Problem to work on
Please make an exact transcription of the records, keeping the pictures out of it.

Material provided
————
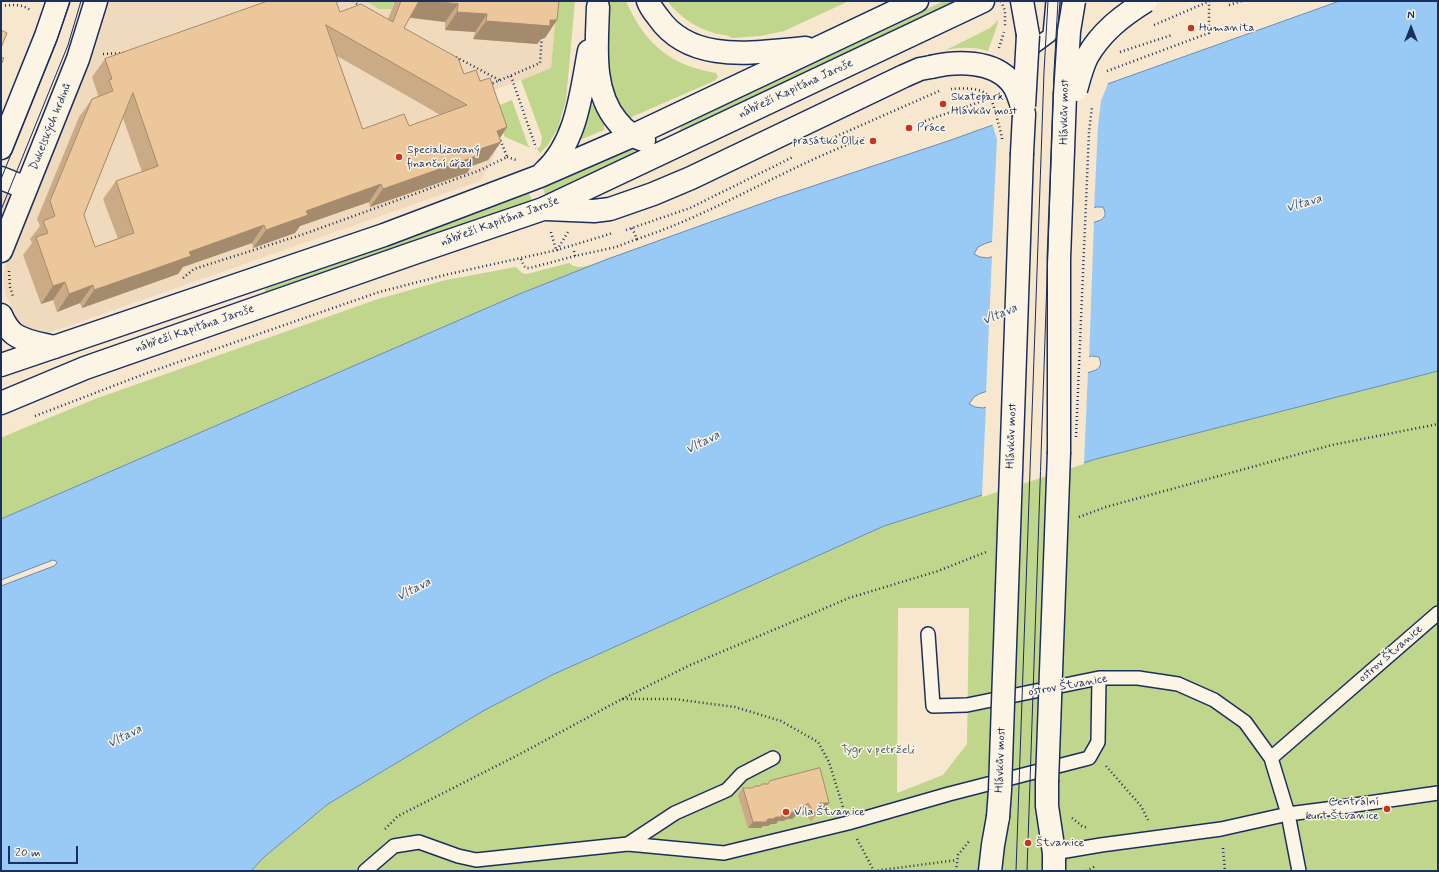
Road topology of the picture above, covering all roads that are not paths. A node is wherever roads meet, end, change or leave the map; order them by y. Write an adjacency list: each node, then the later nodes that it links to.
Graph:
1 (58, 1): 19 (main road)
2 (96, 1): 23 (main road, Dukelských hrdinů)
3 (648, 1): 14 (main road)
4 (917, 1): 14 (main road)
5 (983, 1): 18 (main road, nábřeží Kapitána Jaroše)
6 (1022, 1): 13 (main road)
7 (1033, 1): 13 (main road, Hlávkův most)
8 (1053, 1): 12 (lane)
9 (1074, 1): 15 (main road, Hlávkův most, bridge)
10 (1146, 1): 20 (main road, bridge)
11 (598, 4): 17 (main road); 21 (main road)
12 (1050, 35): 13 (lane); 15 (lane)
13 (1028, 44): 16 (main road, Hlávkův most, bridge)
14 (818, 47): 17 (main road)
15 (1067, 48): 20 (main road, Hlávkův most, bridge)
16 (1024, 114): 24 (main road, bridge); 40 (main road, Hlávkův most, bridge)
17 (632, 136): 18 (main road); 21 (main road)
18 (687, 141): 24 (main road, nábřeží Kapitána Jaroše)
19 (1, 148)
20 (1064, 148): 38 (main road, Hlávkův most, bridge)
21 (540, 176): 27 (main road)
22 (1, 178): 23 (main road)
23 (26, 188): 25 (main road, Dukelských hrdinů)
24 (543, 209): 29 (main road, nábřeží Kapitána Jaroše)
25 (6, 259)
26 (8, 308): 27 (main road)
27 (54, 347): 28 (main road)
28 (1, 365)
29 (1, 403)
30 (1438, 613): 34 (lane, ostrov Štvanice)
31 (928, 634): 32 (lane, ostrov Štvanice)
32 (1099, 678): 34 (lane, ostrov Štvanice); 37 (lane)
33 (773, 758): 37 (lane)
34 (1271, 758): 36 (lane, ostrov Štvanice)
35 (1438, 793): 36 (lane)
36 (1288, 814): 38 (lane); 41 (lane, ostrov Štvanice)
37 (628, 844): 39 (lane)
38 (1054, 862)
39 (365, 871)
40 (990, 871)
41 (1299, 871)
————
Result of this exercise
Road topology of the picture above, covering all roads that are not paths. A node is wherever roads meet, end, change or leave the map; order them by y. Write an adjacency list: each node, then the later nodes that it links to.
Graph:
1 (58, 1): 19 (main road)
2 (96, 1): 23 (main road, Dukelských hrdinů)
3 (648, 1): 14 (main road)
4 (917, 1): 14 (main road)
5 (983, 1): 18 (main road, nábřeží Kapitána Jaroše)
6 (1022, 1): 13 (main road)
7 (1033, 1): 13 (main road, Hlávkův most)
8 (1053, 1): 12 (lane)
9 (1074, 1): 15 (main road, Hlávkův most, bridge)
10 (1146, 1): 20 (main road, bridge)
11 (598, 4): 17 (main road); 21 (main road)
12 (1050, 35): 13 (lane); 15 (lane)
13 (1028, 44): 16 (main road, Hlávkův most, bridge)
14 (818, 47): 17 (main road)
15 (1067, 48): 20 (main road, Hlávkův most, bridge)
16 (1024, 114): 24 (main road, bridge); 40 (main road, Hlávkův most, bridge)
17 (632, 136): 18 (main road); 21 (main road)
18 (687, 141): 24 (main road, nábřeží Kapitána Jaroše)
19 (1, 148)
20 (1064, 148): 38 (main road, Hlávkův most, bridge)
21 (540, 176): 27 (main road)
22 (1, 178): 23 (main road)
23 (26, 188): 25 (main road, Dukelských hrdinů)
24 (543, 209): 29 (main road, nábřeží Kapitána Jaroše)
25 (6, 259)
26 (8, 308): 27 (main road)
27 (54, 347): 28 (main road)
28 (1, 365)
29 (1, 403)
30 (1438, 613): 34 (lane, ostrov Štvanice)
31 (928, 634): 32 (lane, ostrov Štvanice)
32 (1099, 678): 34 (lane, ostrov Štvanice); 37 (lane)
33 (773, 758): 37 (lane)
34 (1271, 758): 36 (lane, ostrov Štvanice)
35 (1438, 793): 36 (lane)
36 (1288, 814): 38 (lane); 41 (lane, ostrov Štvanice)
37 (628, 844): 39 (lane)
38 (1054, 862)
39 (365, 871)
40 (990, 871)
41 (1299, 871)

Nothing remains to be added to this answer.